十月一日の生存本能4

 それから、さらに十分ほど。

 コータがぼんやりと駅を眺めていると、制服姿のハナビが駅舎から飛び出してきた。秋服なのか紺色のブレザーを着ている。大窓越しに手を振る姿は、あの惨劇を微塵も感じさせない。

「あ、いらっしゃい、ハナビちゃん」カウベルに反応した店員は、コータ相手とはまるで異なる、いい笑顔になった。「飲み物は? 今日は紅茶? 新作ケーキもあるよ?」

「あ、じゃあ、その新作ケーキをお願いします。それと、ミルクティーを」

「はぁい」なんて、まるでハートマークでもついていそうな返答までしている。

『ル・コルビジェ』の店員は、ハナビにだけは優しい。

 コータはその対応の違いに不満を感じざるを得ないのだが、あの日から劇的に変化したハナビを見るに、可愛がるのも仕方ないかと思ってしまう。

 愛想はすこぶる良くなったし、目が隠れるような前髪をやめたらしい。元より黙っていれば美少女でとおる顔つきだ。キツい目つきは涼しげな瞳に、悪戯っぽい片笑みはイノセンティックへと解釈が変わる。もっとも、素の部分だけは何も変わっちゃいない。

 ハナビは店員が背中を見せた隙にこちらに振り向き、

(可愛いって得だよね!)

 と、唇だけ動かした。

 人によってはイラつきそうな態度だ。しかし、律儀にもくれてやった鯨のクリップで前髪を留めているのを見ると、怒るに怒れない。

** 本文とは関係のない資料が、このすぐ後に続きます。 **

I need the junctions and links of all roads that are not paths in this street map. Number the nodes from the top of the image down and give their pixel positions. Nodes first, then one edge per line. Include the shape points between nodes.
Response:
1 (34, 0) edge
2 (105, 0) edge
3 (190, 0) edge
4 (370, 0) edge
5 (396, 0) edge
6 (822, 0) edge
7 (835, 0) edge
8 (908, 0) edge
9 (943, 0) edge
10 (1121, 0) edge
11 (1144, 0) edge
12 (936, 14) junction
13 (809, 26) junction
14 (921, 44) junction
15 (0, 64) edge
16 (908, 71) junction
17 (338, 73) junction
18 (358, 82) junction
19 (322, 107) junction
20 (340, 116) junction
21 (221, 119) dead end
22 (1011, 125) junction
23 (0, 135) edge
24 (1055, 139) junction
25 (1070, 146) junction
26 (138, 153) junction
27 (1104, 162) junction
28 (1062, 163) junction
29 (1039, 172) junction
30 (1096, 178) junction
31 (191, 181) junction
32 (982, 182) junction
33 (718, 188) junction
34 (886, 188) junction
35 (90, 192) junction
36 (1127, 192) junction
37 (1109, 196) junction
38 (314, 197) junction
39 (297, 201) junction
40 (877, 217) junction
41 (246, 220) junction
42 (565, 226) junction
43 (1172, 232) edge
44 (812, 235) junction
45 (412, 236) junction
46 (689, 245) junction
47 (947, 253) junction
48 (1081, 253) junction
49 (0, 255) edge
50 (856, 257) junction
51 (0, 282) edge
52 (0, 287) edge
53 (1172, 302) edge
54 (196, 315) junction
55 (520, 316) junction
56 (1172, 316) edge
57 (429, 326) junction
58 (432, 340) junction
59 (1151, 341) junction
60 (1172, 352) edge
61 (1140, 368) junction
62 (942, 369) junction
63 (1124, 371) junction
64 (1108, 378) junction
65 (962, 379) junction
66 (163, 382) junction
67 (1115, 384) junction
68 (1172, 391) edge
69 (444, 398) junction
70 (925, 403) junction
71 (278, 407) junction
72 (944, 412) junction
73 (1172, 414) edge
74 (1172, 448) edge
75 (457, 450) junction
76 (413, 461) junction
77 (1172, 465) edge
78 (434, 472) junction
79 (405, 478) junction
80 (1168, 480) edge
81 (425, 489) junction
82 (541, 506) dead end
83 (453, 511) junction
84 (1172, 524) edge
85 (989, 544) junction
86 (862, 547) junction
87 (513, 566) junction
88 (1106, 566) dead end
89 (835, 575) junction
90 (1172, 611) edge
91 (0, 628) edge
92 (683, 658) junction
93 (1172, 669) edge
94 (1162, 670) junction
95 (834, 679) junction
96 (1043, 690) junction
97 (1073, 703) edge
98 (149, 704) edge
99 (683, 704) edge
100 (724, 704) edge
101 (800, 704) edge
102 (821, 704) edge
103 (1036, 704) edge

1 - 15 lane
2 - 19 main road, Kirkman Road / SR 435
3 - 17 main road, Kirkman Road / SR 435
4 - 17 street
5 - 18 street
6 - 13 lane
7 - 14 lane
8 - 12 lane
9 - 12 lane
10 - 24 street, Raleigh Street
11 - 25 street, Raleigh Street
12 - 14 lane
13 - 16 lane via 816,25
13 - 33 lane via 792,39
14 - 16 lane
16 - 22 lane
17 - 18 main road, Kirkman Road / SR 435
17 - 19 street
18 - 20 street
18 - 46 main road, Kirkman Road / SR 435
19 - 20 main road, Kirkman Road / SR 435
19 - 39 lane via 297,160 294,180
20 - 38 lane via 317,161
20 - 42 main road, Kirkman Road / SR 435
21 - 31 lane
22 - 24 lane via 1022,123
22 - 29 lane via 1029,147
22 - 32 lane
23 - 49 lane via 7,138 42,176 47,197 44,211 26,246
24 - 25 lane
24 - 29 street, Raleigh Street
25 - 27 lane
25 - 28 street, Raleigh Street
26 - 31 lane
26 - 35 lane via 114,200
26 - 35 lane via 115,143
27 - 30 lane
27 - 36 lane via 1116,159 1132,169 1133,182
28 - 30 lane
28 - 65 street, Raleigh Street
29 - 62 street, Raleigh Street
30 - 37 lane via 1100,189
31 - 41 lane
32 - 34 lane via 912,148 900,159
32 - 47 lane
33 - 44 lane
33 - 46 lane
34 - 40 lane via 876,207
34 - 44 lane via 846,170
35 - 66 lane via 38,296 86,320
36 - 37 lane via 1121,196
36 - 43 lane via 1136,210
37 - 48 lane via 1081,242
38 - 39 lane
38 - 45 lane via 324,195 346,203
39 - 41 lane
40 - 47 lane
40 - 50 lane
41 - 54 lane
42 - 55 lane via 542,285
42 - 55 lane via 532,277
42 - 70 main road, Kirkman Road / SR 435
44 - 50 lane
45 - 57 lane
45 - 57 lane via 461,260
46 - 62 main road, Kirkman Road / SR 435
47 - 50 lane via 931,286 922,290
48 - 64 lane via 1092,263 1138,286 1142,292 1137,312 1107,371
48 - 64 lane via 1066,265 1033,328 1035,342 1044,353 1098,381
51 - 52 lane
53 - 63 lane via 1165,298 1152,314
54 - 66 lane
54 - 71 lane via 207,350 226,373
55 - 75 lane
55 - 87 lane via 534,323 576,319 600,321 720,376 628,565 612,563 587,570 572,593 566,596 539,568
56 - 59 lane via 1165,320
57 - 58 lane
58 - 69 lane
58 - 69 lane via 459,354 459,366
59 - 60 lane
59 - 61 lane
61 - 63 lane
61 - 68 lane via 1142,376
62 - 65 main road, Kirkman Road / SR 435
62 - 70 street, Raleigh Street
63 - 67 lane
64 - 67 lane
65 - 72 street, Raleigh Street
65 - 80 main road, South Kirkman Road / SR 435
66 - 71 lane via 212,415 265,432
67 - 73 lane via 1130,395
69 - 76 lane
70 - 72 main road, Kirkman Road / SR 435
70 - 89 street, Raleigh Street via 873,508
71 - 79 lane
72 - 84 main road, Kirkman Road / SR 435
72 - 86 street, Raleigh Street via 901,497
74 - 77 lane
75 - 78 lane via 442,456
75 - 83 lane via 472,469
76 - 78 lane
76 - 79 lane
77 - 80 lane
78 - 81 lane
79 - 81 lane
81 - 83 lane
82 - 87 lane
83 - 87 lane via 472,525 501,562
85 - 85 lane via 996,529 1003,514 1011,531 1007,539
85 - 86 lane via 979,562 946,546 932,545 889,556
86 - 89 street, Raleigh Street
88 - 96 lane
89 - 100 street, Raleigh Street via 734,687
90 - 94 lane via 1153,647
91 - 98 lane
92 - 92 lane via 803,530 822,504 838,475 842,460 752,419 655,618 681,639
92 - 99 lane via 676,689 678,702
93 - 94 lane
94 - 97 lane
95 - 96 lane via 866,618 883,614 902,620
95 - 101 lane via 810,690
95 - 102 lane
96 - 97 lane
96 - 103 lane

美少女の義理堅さは、武器である。

 俺は、すげぇ人たらしを作っちまったのかもしれない。

 コータは半ば感心しつつ席に来るのを待った。長らく待たされていた苛立たしさは、ハナビが持ってきてくれた本日六杯目となるコーヒーの香りに呑まれた。

「お待たせー。遅れちゃって、ゴメン。実は学校でサインお願いされちゃって……」

 ハナビはそう言ってはにかむように笑った。先ほど本人も口にしていた通り、まったく美人と子どもは得だと思う――が、それにしてもサインとは。

「まぁ別にいいけどな。遅れるときは連絡くれれば、だけども」

「うん。スマホの電池が切れかけだったから」

 言いつつハナビは新作ケーキ『サヴォア』を口に運んだ。何のことはない、コルビジェが設計したサヴォア低の形を模した、宙に浮いたような構造の真っ白く四角いオペラケーキだ。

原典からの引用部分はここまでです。